• [Instructions to follow]:
Please show all lines of the records that include "Chemin".

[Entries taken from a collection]

- - -

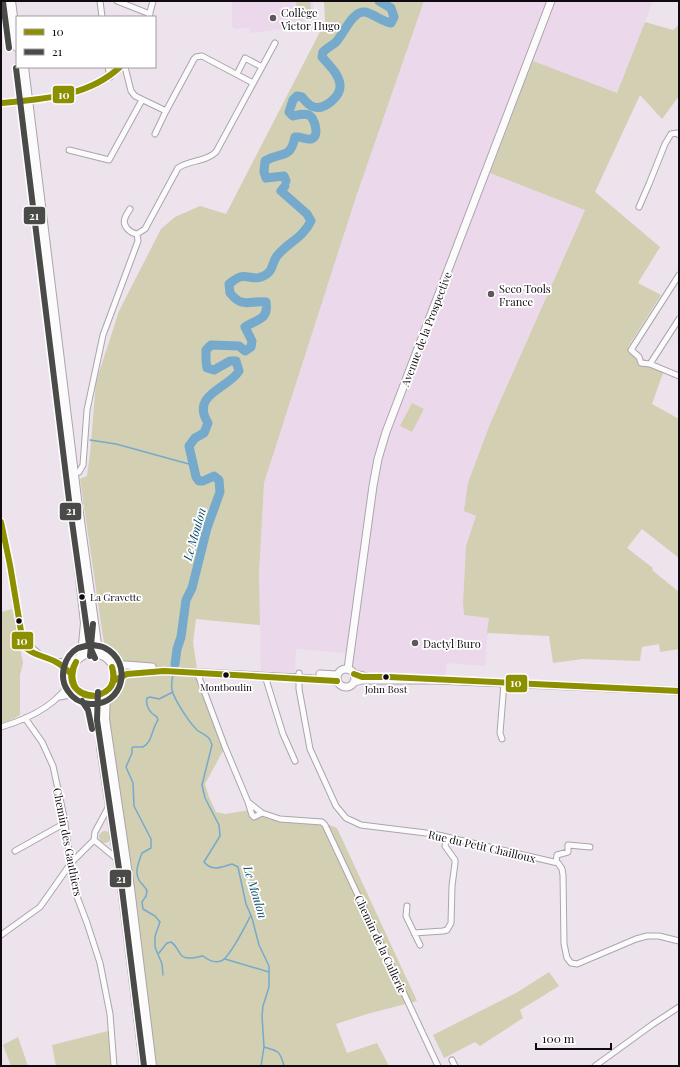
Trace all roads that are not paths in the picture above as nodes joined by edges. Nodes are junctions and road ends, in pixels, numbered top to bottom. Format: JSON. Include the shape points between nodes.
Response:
{"nodes":[{"id":1,"x":11,"y":1,"type":"edge"},
{"id":2,"x":15,"y":1,"type":"edge"},
{"id":3,"x":100,"y":1,"type":"edge"},
{"id":4,"x":116,"y":1,"type":"edge"},
{"id":5,"x":153,"y":1,"type":"edge"},
{"id":6,"x":551,"y":1,"type":"edge"},
{"id":7,"x":149,"y":15,"type":"edge"},
{"id":8,"x":17,"y":16,"type":"edge"},
{"id":9,"x":102,"y":16,"type":"edge"},
{"id":10,"x":16,"y":39,"type":"edge"},
{"id":11,"x":275,"y":44,"type":"dead end"},
{"id":12,"x":262,"y":67,"type":"junction"},
{"id":13,"x":20,"y":68,"type":"edge"},
{"id":14,"x":24,"y":68,"type":"edge"},
{"id":15,"x":108,"y":68,"type":"edge"},
{"id":16,"x":119,"y":68,"type":"edge"},
{"id":17,"x":126,"y":68,"type":"edge"},
{"id":18,"x":237,"y":74,"type":"junction"},
{"id":19,"x":110,"y":77,"type":"junction"},
{"id":20,"x":253,"y":83,"type":"junction"},
{"id":21,"x":142,"y":100,"type":"junction"},
{"id":22,"x":26,"y":101,"type":"junction"},
{"id":23,"x":1,"y":103,"type":"edge"},
{"id":24,"x":166,"y":111,"type":"junction"},
{"id":25,"x":155,"y":134,"type":"dead end"},
{"id":26,"x":678,"y":134,"type":"edge"},
{"id":27,"x":69,"y":150,"type":"dead end"},
{"id":28,"x":639,"y":207,"type":"dead end"},
{"id":29,"x":130,"y":209,"type":"dead end"},
{"id":30,"x":137,"y":234,"type":"junction"},
{"id":31,"x":679,"y":275,"type":"edge"},
{"id":32,"x":679,"y":319,"type":"edge"},
{"id":33,"x":650,"y":364,"type":"junction"},
{"id":34,"x":679,"y":376,"type":"edge"},
{"id":35,"x":71,"y":475,"type":"junction"},
{"id":36,"x":1,"y":522,"type":"edge"},
{"id":37,"x":21,"y":631,"type":"junction"},
{"id":38,"x":39,"y":654,"type":"junction"},
{"id":39,"x":102,"y":655,"type":"junction"},
{"id":40,"x":79,"y":658,"type":"junction"},
{"id":41,"x":57,"y":662,"type":"junction"},
{"id":42,"x":112,"y":664,"type":"junction"},
{"id":43,"x":164,"y":669,"type":"junction"},
{"id":44,"x":348,"y":669,"type":"junction"},
{"id":45,"x":181,"y":670,"type":"junction"},
{"id":46,"x":197,"y":672,"type":"junction"},
{"id":47,"x":299,"y":675,"type":"junction"},
{"id":48,"x":265,"y":676,"type":"junction"},
{"id":49,"x":71,"y":677,"type":"junction"},
{"id":50,"x":337,"y":678,"type":"junction"},
{"id":51,"x":354,"y":678,"type":"junction"},
{"id":52,"x":114,"y":681,"type":"junction"},
{"id":53,"x":504,"y":683,"type":"junction"},
{"id":54,"x":679,"y":691,"type":"edge"},
{"id":55,"x":106,"y":692,"type":"junction"},
{"id":56,"x":85,"y":694,"type":"junction"},
{"id":57,"x":60,"y":697,"type":"junction"},
{"id":58,"x":25,"y":718,"type":"junction"},
{"id":59,"x":1,"y":727,"type":"edge"},
{"id":60,"x":502,"y":739,"type":"dead end"},
{"id":61,"x":295,"y":761,"type":"dead end"},
{"id":62,"x":248,"y":802,"type":"junction"},
{"id":63,"x":110,"y":805,"type":"junction"},
{"id":64,"x":262,"y":813,"type":"junction"},
{"id":65,"x":65,"y":823,"type":"junction"},
{"id":66,"x":447,"y":837,"type":"junction"},
{"id":67,"x":94,"y":840,"type":"junction"},
{"id":68,"x":590,"y":847,"type":"dead end"},
{"id":69,"x":15,"y":850,"type":"dead end"},
{"id":70,"x":118,"y":859,"type":"junction"},
{"id":71,"x":556,"y":862,"type":"junction"},
{"id":72,"x":71,"y":863,"type":"junction"},
{"id":73,"x":407,"y":906,"type":"dead end"},
{"id":74,"x":414,"y":933,"type":"junction"},
{"id":75,"x":1,"y":935,"type":"edge"},
{"id":76,"x":679,"y":941,"type":"edge"},
{"id":77,"x":420,"y":945,"type":"dead end"},
{"id":78,"x":679,"y":1007,"type":"edge"},
{"id":79,"x":452,"y":1060,"type":"dead end"},
{"id":80,"x":114,"y":1066,"type":"edge"},
{"id":81,"x":144,"y":1066,"type":"edge"},
{"id":82,"x":152,"y":1066,"type":"edge"},
{"id":83,"x":438,"y":1066,"type":"edge"},
{"id":84,"x":455,"y":1066,"type":"edge"},
{"id":85,"x":595,"y":1066,"type":"edge"}],
"edges":[{"from":1,"to":10,"type":"main road"},
{"from":2,"to":8,"type":"main road"},
{"from":3,"to":9,"type":"street"},
{"from":4,"to":7,"type":"street"},
{"from":5,"to":7,"type":"street"},
{"from":6,"to":44,"type":"main road","name":"Avenue de la Prospective","via":[[386,432],[373,486]]},
{"from":11,"to":12,"type":"street"},
{"from":12,"to":18,"type":"street","via":[[246,58]]},
{"from":12,"to":20,"type":"street"},
{"from":13,"to":22,"type":"main road"},
{"from":14,"to":22,"type":"main road"},
{"from":15,"to":19,"type":"street"},
{"from":16,"to":19,"type":"street"},
{"from":17,"to":21,"type":"street","via":[[133,94]]},
{"from":18,"to":20,"type":"street"},
{"from":18,"to":24,"type":"street","via":[[202,56],[196,57]]},
{"from":19,"to":22,"type":"street","via":[[72,94]]},
{"from":20,"to":30,"type":"street","via":[[216,152],[178,168],[145,229]]},
{"from":21,"to":24,"type":"street"},
{"from":21,"to":27,"type":"street","via":[[109,160]]},
{"from":22,"to":23,"type":"street"},
{"from":22,"to":35,"type":"main road"},
{"from":24,"to":25,"type":"street"},
{"from":26,"to":28,"type":"street","via":[[671,134],[665,144]]},
{"from":29,"to":30,"type":"street","via":[[124,223],[130,231]]},
{"from":30,"to":35,"type":"street","via":[[138,241],[103,335],[87,410],[83,465],[81,470]]},
{"from":31,"to":33,"type":"street","via":[[631,350],[639,357],[641,363]]},
{"from":32,"to":33,"type":"street"},
{"from":33,"to":34,"type":"street"},
{"from":35,"to":39,"type":"main road","via":[[97,644]]},
{"from":35,"to":40,"type":"main road","via":[[85,623]]},
{"from":36,"to":37,"type":"street"},
{"from":37,"to":38,"type":"street","via":[[30,646]]},
{"from":37,"to":38,"type":"street","via":[[21,640],[26,651],[30,649]]},
{"from":38,"to":41,"type":"street"},
{"from":39,"to":40,"type":"main road","via":[[92,653]]},
{"from":39,"to":42,"type":"main road"},
{"from":40,"to":41,"type":"street"},
{"from":40,"to":49,"type":"main road","via":[[73,664]]},
{"from":41,"to":49,"type":"street"},
{"from":42,"to":43,"type":"main road"},
{"from":42,"to":52,"type":"main road"},
{"from":43,"to":45,"type":"main road"},
{"from":43,"to":52,"type":"main road","via":[[127,674]]},
{"from":44,"to":50,"type":"main road","via":[[343,669]]},
{"from":44,"to":51,"type":"main road"},
{"from":45,"to":46,"type":"main road"},
{"from":45,"to":47,"type":"main road"},
{"from":46,"to":48,"type":"main road"},
{"from":46,"to":62,"type":"street"},
{"from":47,"to":48,"type":"main road"},
{"from":47,"to":50,"type":"main road"},
{"from":47,"to":66,"type":"street","name":"Rue du Petit Chailloux","via":[[298,689],[310,749],[336,806],[342,813],[352,822],[361,825]]},
{"from":48,"to":61,"type":"street"},
{"from":49,"to":56,"type":"main road","via":[[77,690]]},
{"from":49,"to":57,"type":"street"},
{"from":50,"to":51,"type":"main road","via":[[339,684],[344,687],[350,686]]},
{"from":51,"to":53,"type":"main road","via":[[389,677]]},
{"from":52,"to":55,"type":"main road"},
{"from":53,"to":54,"type":"main road"},
{"from":53,"to":60,"type":"street","via":[[500,733]]},
{"from":55,"to":56,"type":"main road","via":[[94,696]]},
{"from":55,"to":82,"type":"main road","via":[[105,719],[130,888]]},
{"from":56,"to":57,"type":"street"},
{"from":56,"to":63,"type":"main road","via":[[96,707],[100,724]]},
{"from":57,"to":58,"type":"street"},
{"from":58,"to":59,"type":"street"},
{"from":58,"to":65,"type":"street","name":"Chemin des Gauthiers","via":[[42,742],[53,766]]},
{"from":62,"to":64,"type":"street"},
{"from":62,"to":64,"type":"street","via":[[254,818]]},
{"from":63,"to":67,"type":"street","via":[[95,832]]},
{"from":63,"to":70,"type":"main road"},
{"from":64,"to":83,"type":"street","name":"Chemin de la Cullerie","via":[[280,819],[322,822]]},
{"from":65,"to":69,"type":"street"},
{"from":65,"to":72,"type":"street","name":"Chemin des Gauthiers"},
{"from":66,"to":71,"type":"street","name":"Rue du Petit Chailloux"},
{"from":66,"to":74,"type":"street","via":[[445,846],[455,860],[451,924],[443,931]]},
{"from":67,"to":70,"type":"street"},
{"from":67,"to":72,"type":"street"},
{"from":68,"to":71,"type":"street","via":[[568,846],[568,852],[557,855]]},
{"from":70,"to":81,"type":"main road"},
{"from":71,"to":76,"type":"street","via":[[562,869],[564,944],[571,963],[577,964],[647,936]]},
{"from":72,"to":75,"type":"street","via":[[40,907]]},
{"from":72,"to":80,"type":"street","name":"Chemin des Gauthiers","via":[[76,894],[100,963],[110,1014]]},
{"from":73,"to":74,"type":"street","via":[[406,916]]},
{"from":74,"to":77,"type":"street"},
{"from":78,"to":85,"type":"street"},
{"from":79,"to":84,"type":"street"}]}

- - -

• [The completed task]:
{"from":58,"to":65,"type":"street","name":"Chemin des Gauthiers","via":[[42,742],[53,766]]},
{"from":64,"to":83,"type":"street","name":"Chemin de la Cullerie","via":[[280,819],[322,822]]},
{"from":65,"to":72,"type":"street","name":"Chemin des Gauthiers"},
{"from":72,"to":80,"type":"street","name":"Chemin des Gauthiers","via":[[76,894],[100,963],[110,1014]]},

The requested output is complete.